In my twenty years role-playing on AOL and other mediums, I've seen this over and over and over. Universally, it comes from insecure people whom entered role-playing without an idea for a real (i.e. authentic) character, who adopted "cool" things to prop up their hollow roleplaying experience.

 

These are, almost universally people whom are to cowardly to afflict their character with something such as lycanthrope, but have reached their character's fingers into so many honey-jars

in order to be able to RP "anywhere" with "anyone".

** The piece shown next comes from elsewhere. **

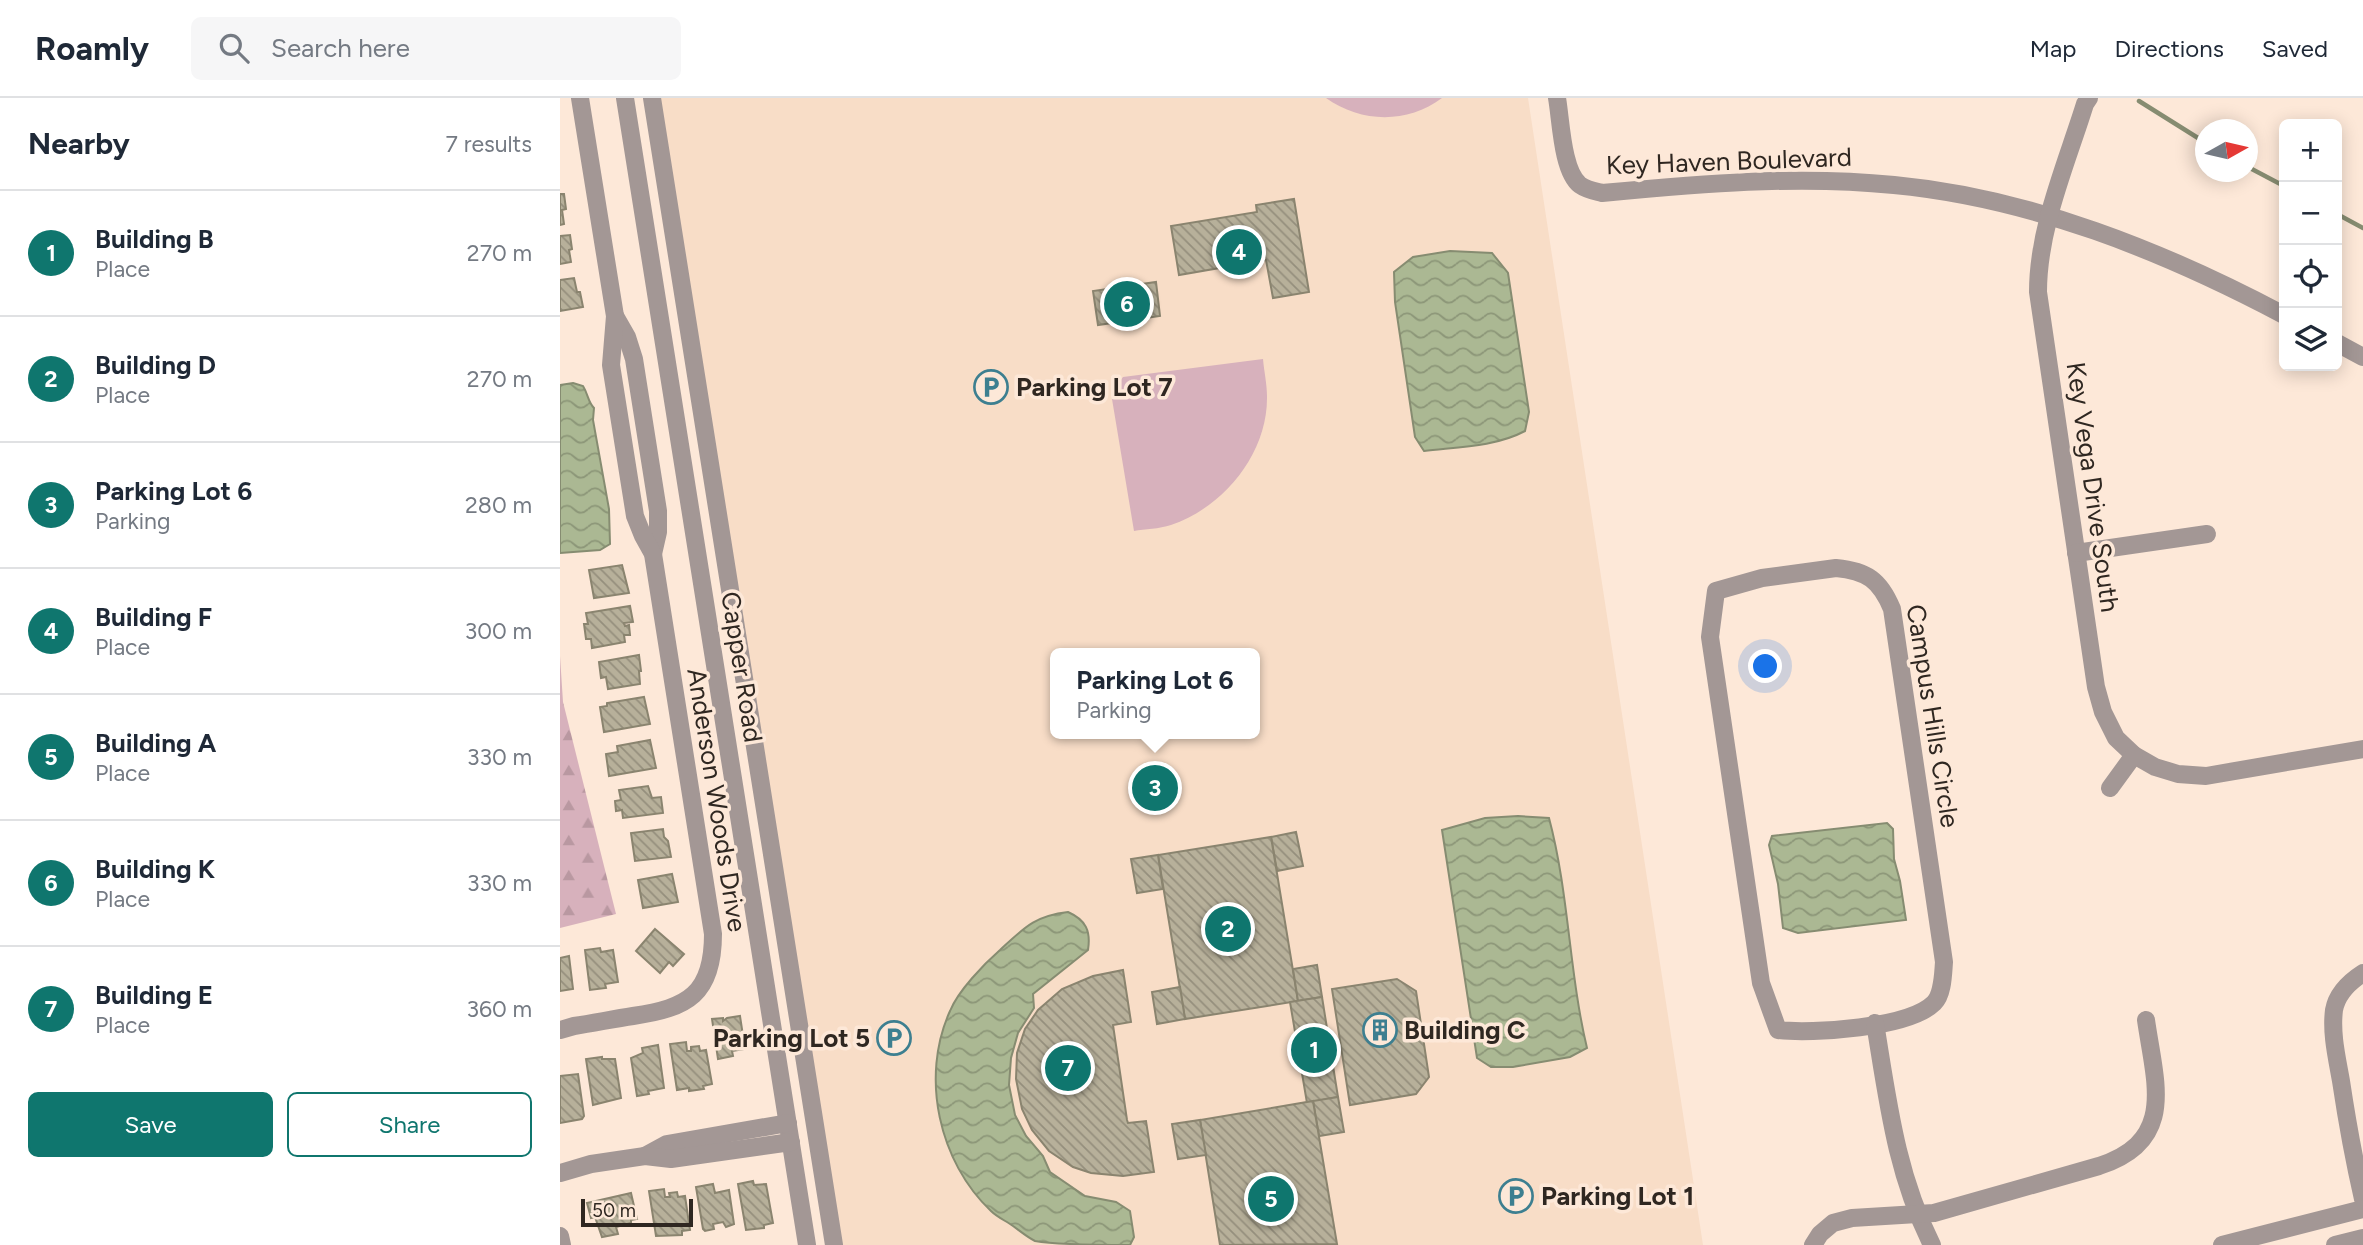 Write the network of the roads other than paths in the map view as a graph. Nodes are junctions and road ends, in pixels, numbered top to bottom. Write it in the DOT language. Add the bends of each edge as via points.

These characters fall under the domain of a 'Mary Sue' (female) or 'Gary Sue' (male) ... "Mary Sue" today has changed from its original meaning and now carries a generalized, although not universal, connotation of wish-fulfillment and is commonly associated with self-insertion. True self-insertion is a literal and generally undisguised representation of the author; most characters described as "Mary Sues" are not, though they are often called "proxies" for the author. The negative connotation comes from this "wish-fulfillment" implication: the "Mary Sue" is judged as a poorly developed character, too perfect and lacking in realism or authenticism to be interesting; only able to exist in an idealized fiction controlled entirely by the author.

 

These forms, and abilities are there not because they fit your setting or genre ( like say; 'I have been cursed, because I was bitten by a were-wolf, and now, on every full moon go on a crazy killing spree that fills me with  guilt and angst) but rather, because you gave your character abilities and powers to cover all possible situations in order to avoid, or overcome conflict (rawr I'm a powerful dragon when I wanna be!) getting in the way of your character being 'Cool'.

 

But the thing most of these people, whom have had such characters for 10+ years? They've failed to realize: The conflict they're effortlessly overcoming, avoiding, or pushing off with the aces they always have up their sleeves? That conflict ... and the TROUBLE that NORMAL CHARACTERS go through to try to overcome it (i.e. John Snow, Luke Skywalker, Arya Stark, Corwin of Amber, The Father from 'Taken', etc..) is what the entire story is about.

 

It's actually the fact that your character HAS so many aces, powers, and forms ... that makes your character Uncool. This is the fundamental difference between Iron Man 1 and Ironman 3. Why the fuck.. didn't he just.. open up with the 'House Party' Protocol? ... Resorting to "I'm Not Left Handed" only works when you are intentionally mocking a trope as even 'The Princess Bride' was doing; i.e. Intentionally not taking it's own genre seriously. The Princess Bride was satire about stories and movies.

 

If you're a serious role-player? If your "ten (or more) years of experience playing this character" meant something? You'd understand that other people's investment in the story and their character's should mean enough that you take their participation and characters seriously by taking your own seriously.

 

You don't strike gold, and write an award winning character the first time you do it. Continuous, improvised writing just doesn't work like that. You shouldn't be bragging about only having had one character 'all these years'.